13.8 Force Majeure. If either Party is rendered unable, wholly or in part, by Force Majeure (as defined below) to carry out its obligations under this Agreement, that Party shall give to the other Party prompt notice of the force majeure with reasonably full particulars concerning it. Thereupon the obligations of the Party giving notice, so far as they are affected by the Force Majeure, shall be suspended during, but no longer than, the continuance of the Force Majeure. The affected Party shall use all reasonable diligence to remove the Force Majeure as quickly as possible. The term “Force Majeure” shall mean an act of God, strike, industrial disturbance, act of the public enemy, war, blockage, public riot, lightning, fire, storm, flood, failure of utilities, failure of internet or hosting facilities, any unauthorized server or computer violation or other security violation, explosion, governmental restraint, or any other cause, whether of the kind specifically enumerated above or otherwise, which is not reasonably within the control of the Party claiming suspension. If a Party cannot perform under this Agreement due to a Force Majeure event for a period of thirty (30) or more consecutive days, the other Party may terminate this Agreement without further obligation upon written notice given prior to any re-commencement of performance. If OnBoard is the Party experiencing the Force Majeure event and, as a result, is unable to provide the Services for such period, and Customer terminates this Agreement pursuant to this Section 13.8, then OnBoard will refund Customer prepaid Subscription Fees on a prorated basis as of the date the Force Majeure event commenced. This Section shall not excuse any non-payment of monies or fees owed from one Party to the other.
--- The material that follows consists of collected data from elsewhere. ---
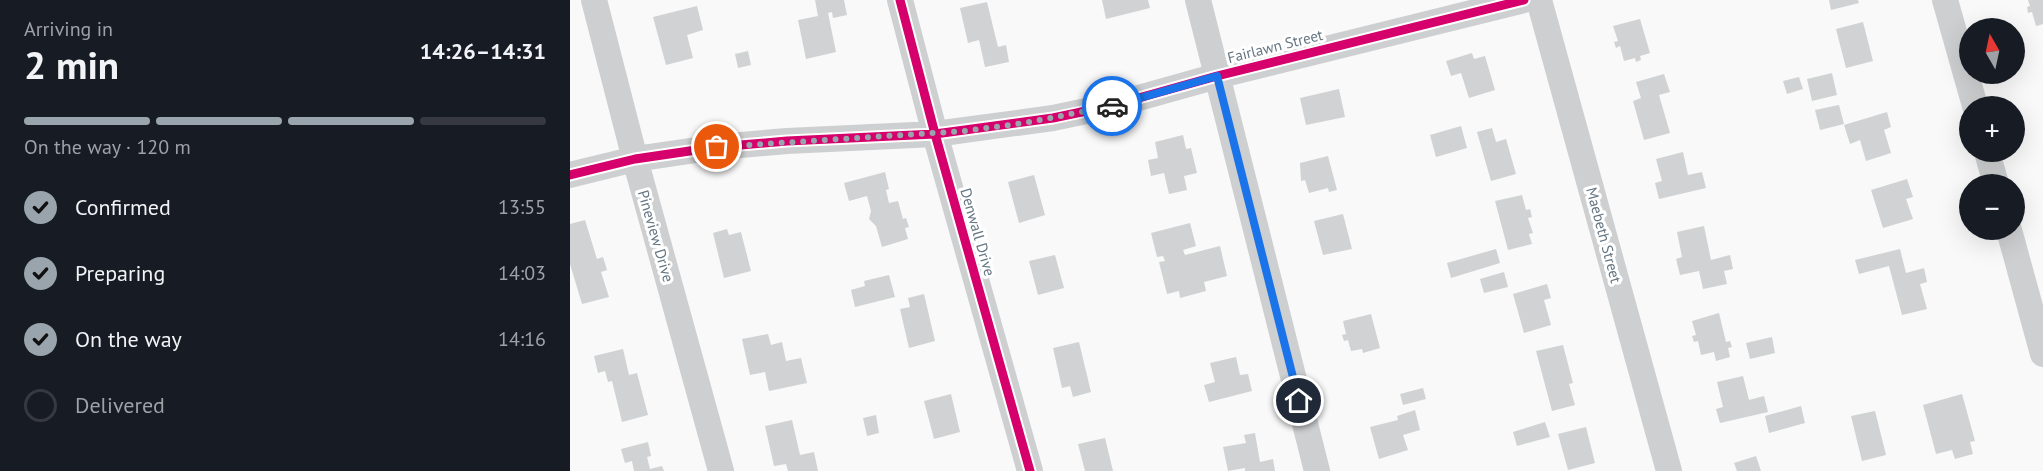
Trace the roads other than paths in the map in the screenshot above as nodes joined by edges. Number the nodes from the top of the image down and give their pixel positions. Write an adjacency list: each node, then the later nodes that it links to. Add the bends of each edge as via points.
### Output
1 (594, 0): 10 (street, Pineview Drive)
2 (900, 0): 9 (street, Denwall Drive)
3 (1198, 0): 7 (street)
4 (1524, 0): 7 (street, Fairlawn Street)
5 (1539, 0): 17 (street, Maebeth Street)
6 (1945, 0): 8 (street)
7 (1217, 76): 9 (street, Fairlawn Street, via 1082,113); 16 (street)
8 (1971, 96)
9 (935, 134): 10 (street, Fairlawn Street, via 752,144); 15 (street, Denwall Drive)
10 (635, 159): 11 (street, Fairlawn Street); 14 (street, Pineview Drive)
11 (570, 175)
12 (2012, 240): 13 (street)
13 (2043, 354)
14 (722, 471)
15 (1030, 471)
16 (1317, 471)
17 (1669, 471)

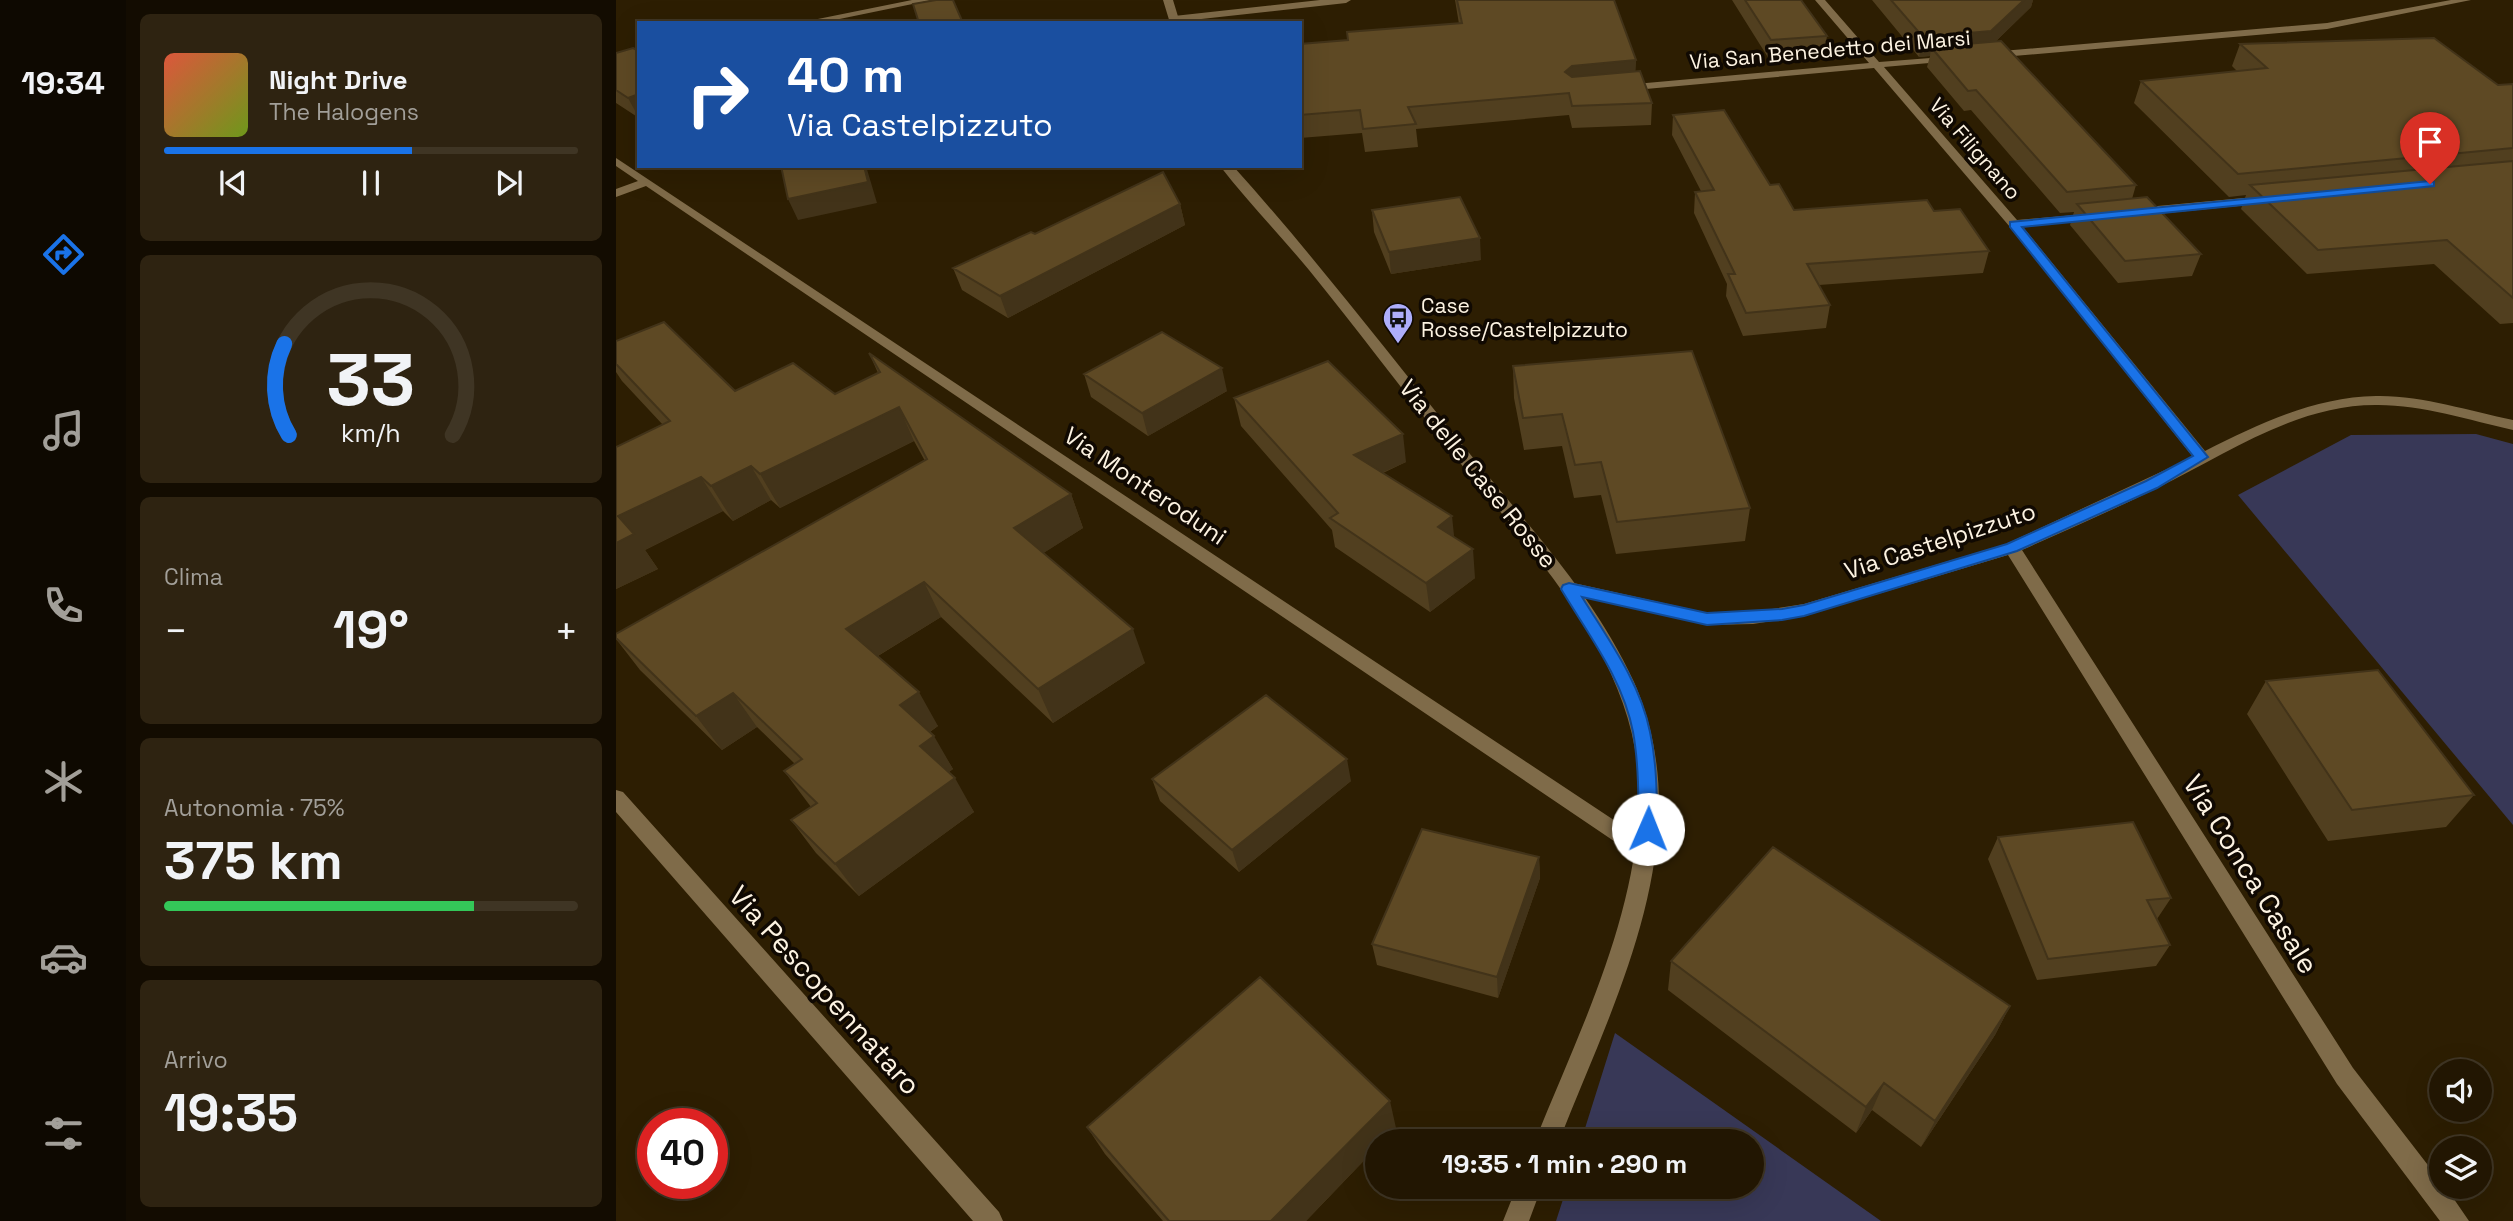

13.9 Governing Law. OnBoard and Services are operated by OnBoard from its offices in Indiana, USA. This Agreement and Customer’s use of the Services are governed by and construed in accordance with the substantive law (and not the law of conflicts) of the State of Indiana.
13.10 Litigation Venue. Customer expressly agrees that courts of competent jurisdiction located in Indiana shall have personal jurisdiction over Customer for any action by or against OnBoard arising out of or in connection with this Agreement and/or use of the Services, and courts of competent jurisdiction located in Marion County, Indiana shall be the sole and exclusive venue for any such action.
13.11 Entire Agreement. This Agreement, including the Purchase Agreement and any schedules and exhibits, represents the entire agreement between the Parties, and expressly supersedes and cancels any prior or contemporaneous oral or written agreements on the subjects herein. This Agreement and the Purchase Agreement shall be interpreted to be consistent with one another. In the event there is an irreconcilable inconsistency between this Agreement and the Purchase Agreement, the terms of the Purchase Agreement shall control. Each party acknowledges that it is not entering into the Agreement based on any representations not expressly contained herein. Any amendment to this Agreement must be in writing and executed by both Parties.
13.12 Counterparts. This Agreement may be executed in counterparts, which taken together shall form one legal instrument. Delivery of an executed counterpart signature page of this Agreement by facsimile, email, or other electronic transmission shall be effective as delivery of a manually executed counterpart of this Agreement.